Data extract:

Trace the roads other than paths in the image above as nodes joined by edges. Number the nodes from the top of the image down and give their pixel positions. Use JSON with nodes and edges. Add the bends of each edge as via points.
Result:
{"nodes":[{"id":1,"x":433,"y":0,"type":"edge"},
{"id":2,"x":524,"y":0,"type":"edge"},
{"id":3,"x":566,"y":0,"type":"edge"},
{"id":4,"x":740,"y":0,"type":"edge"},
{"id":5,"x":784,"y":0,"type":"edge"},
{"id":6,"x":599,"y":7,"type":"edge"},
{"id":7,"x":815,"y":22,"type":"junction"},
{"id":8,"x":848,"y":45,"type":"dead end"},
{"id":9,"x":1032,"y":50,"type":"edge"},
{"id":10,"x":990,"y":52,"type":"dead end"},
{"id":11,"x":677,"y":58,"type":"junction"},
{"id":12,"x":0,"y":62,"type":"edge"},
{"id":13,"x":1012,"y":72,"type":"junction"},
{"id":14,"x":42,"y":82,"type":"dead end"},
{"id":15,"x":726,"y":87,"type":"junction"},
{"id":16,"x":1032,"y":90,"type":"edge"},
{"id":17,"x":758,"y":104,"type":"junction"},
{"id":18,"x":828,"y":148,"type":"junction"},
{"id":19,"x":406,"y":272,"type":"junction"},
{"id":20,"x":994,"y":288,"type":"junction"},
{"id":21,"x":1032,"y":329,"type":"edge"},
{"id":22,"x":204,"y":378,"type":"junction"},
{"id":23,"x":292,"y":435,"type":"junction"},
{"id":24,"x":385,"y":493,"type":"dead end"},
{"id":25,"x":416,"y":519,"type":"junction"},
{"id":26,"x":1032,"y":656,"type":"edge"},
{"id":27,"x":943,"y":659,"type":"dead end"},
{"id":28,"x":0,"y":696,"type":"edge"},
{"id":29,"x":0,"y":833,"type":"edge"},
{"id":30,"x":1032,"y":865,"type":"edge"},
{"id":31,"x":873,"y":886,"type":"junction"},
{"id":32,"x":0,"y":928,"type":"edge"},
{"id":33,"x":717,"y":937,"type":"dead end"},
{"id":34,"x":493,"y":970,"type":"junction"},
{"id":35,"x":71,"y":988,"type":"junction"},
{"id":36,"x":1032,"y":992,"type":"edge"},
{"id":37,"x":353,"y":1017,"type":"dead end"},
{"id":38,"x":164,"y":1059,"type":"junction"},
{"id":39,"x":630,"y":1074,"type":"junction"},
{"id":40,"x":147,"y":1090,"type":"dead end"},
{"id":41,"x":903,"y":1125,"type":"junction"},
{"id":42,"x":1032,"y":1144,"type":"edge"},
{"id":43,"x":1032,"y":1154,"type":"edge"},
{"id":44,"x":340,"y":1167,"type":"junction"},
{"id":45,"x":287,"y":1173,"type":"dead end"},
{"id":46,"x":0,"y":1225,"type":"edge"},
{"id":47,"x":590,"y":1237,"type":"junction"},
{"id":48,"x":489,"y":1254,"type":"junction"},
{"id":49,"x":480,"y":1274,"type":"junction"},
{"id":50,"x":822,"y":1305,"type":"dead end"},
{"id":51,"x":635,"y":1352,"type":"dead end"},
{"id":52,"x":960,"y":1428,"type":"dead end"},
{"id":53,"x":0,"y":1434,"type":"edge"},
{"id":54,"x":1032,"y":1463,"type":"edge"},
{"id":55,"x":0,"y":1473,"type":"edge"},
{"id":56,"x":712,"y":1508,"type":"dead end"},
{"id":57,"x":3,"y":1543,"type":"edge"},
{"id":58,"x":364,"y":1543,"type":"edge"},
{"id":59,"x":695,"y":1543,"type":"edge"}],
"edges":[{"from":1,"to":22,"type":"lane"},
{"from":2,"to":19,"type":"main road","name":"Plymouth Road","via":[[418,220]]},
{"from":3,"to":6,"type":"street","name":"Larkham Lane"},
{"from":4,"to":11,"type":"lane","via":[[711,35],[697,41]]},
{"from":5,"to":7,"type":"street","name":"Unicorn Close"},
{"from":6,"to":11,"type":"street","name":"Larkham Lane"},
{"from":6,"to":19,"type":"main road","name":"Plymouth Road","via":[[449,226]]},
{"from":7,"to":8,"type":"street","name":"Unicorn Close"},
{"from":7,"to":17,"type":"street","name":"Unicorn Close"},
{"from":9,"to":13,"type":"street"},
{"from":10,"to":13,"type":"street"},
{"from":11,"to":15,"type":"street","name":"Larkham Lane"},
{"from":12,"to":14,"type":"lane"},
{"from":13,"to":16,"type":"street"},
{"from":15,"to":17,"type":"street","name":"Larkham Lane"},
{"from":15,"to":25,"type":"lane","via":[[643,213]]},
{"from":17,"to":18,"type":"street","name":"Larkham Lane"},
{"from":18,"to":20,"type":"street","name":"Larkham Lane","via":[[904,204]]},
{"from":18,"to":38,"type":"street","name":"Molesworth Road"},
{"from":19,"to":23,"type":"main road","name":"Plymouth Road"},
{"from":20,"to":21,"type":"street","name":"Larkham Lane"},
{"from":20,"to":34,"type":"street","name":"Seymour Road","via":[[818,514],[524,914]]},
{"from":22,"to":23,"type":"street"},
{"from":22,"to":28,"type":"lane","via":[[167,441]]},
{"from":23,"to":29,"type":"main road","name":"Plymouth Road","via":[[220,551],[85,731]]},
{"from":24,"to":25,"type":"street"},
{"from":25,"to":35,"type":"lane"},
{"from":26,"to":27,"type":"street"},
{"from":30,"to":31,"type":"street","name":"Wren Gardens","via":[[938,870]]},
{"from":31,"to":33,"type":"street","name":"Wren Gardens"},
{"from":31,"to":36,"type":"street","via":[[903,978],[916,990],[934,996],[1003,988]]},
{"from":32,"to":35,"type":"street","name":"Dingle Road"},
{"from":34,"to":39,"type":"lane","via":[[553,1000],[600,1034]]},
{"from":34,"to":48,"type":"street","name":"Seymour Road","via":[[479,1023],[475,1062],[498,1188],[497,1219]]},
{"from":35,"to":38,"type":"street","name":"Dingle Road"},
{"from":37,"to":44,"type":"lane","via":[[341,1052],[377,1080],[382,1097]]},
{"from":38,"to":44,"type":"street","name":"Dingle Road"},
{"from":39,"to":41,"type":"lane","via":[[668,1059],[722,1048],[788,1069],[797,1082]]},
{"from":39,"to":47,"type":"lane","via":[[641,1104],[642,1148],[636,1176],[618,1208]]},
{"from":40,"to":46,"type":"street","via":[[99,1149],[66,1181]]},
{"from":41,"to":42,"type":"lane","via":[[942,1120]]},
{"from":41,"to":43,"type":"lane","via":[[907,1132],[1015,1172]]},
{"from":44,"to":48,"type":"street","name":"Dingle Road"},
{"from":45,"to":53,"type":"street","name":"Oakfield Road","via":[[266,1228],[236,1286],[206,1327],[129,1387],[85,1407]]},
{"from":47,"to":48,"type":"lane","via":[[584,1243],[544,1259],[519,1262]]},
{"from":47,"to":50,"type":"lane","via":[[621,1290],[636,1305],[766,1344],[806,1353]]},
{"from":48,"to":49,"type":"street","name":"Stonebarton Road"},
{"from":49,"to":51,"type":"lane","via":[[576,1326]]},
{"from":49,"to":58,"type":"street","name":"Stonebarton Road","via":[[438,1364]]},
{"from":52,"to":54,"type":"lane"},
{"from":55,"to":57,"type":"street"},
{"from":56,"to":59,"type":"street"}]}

Task objective: Scanning the data above, copy out every line where "edges" is found.

Solution to this exercise:
Trace the roads other than paths in the image above as nodes joined by edges. Number the nodes from the top of the image down and give their pixel positions. Use JSON with nodes and edges. Add the bends of each edge as via points.
"edges":[{"from":1,"to":22,"type":"lane"},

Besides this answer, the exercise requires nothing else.